Publications of my research (NASA ADS or orcid.org), and
a current CV.
One of the things I study is protoplanetary disks around young binary stars. I'm interested in planet formation in binary systems, and whether such planets would be habitable. Since more than half of all stars are members of binary systems, understanding how often planets form in binaries is important for understanding the frequency of planet formation in the universe and the likelihood of life outside our solar system.
One project related to this topic is observations of disks around HK Tau, a young binary system where we can see that the two protoplanetary disks around the stars are significantly misaligned with each other (see images above, and National Geographic story). This means that any planets that form in this system will likely have orbits that oscillate in inclination and eccentricity due to the influence of the binary companion star. This is one example of how ALMA, a new array of millimeter telescope in Chile, is allowing my collaborators and I to make much more sensitive observations of these disks than we were able to in the past.
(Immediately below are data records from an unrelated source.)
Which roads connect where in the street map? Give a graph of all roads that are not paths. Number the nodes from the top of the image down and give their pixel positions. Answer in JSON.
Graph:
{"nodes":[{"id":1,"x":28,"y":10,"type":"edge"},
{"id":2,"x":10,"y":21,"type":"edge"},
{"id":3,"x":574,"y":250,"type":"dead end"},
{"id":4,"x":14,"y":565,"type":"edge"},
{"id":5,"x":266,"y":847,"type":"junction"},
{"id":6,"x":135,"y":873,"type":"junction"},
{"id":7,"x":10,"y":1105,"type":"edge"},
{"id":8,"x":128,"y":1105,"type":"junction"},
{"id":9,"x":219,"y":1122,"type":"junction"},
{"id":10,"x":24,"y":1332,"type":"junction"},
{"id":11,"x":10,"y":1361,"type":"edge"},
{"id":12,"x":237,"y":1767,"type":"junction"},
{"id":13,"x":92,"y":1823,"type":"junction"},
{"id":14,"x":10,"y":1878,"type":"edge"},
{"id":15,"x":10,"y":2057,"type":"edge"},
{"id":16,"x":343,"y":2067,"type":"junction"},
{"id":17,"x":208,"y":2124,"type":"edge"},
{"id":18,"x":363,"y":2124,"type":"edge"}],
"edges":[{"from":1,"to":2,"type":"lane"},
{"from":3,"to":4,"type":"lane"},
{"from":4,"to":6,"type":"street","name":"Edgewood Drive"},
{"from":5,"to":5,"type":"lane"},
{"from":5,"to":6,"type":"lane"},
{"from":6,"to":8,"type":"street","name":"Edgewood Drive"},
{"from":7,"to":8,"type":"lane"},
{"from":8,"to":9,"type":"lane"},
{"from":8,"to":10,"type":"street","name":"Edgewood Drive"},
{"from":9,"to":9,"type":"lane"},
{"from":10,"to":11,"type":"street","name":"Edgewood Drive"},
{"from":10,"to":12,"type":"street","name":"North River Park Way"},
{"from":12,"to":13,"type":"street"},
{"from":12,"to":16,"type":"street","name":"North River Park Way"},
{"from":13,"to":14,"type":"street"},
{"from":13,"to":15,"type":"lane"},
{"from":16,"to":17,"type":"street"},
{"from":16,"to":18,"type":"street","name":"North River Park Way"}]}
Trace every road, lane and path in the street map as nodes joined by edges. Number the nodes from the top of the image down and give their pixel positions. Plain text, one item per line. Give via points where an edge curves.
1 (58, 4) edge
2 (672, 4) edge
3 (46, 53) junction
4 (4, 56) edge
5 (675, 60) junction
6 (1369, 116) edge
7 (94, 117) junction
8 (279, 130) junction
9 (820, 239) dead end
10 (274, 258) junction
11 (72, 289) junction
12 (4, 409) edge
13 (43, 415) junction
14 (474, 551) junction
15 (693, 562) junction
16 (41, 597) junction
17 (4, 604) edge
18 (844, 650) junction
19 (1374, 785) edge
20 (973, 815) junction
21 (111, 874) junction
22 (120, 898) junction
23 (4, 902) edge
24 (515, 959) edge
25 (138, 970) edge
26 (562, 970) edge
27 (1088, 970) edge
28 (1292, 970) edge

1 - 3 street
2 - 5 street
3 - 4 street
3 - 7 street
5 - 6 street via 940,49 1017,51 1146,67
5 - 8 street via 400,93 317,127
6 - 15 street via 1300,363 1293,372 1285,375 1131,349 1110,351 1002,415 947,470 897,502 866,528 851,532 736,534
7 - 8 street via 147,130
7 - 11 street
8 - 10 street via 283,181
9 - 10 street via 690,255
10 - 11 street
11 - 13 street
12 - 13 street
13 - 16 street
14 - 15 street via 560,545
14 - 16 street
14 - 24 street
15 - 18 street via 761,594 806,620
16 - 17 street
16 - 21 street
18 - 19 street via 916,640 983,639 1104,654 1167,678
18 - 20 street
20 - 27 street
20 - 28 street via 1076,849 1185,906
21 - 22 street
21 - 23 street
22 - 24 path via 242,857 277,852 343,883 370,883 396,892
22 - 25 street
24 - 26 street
I work with the Kilodegree Extremely Little Telescope (KELT) survey for extrasolar planets. My students and I use the Peter van de Kamp Observatory here at Swarthmore to search for transits (small eclipses) that occur when planets pass in front of their host stars. These transits not only reveal that a planet orbits that star, but the depth of the eclipse allows us to determine the planet's radius. Here's a story about the first two planets discovered by the survey.
I wrote Tapir, some software to help plan astronomical observations, in support of this project and have released the source code to the community.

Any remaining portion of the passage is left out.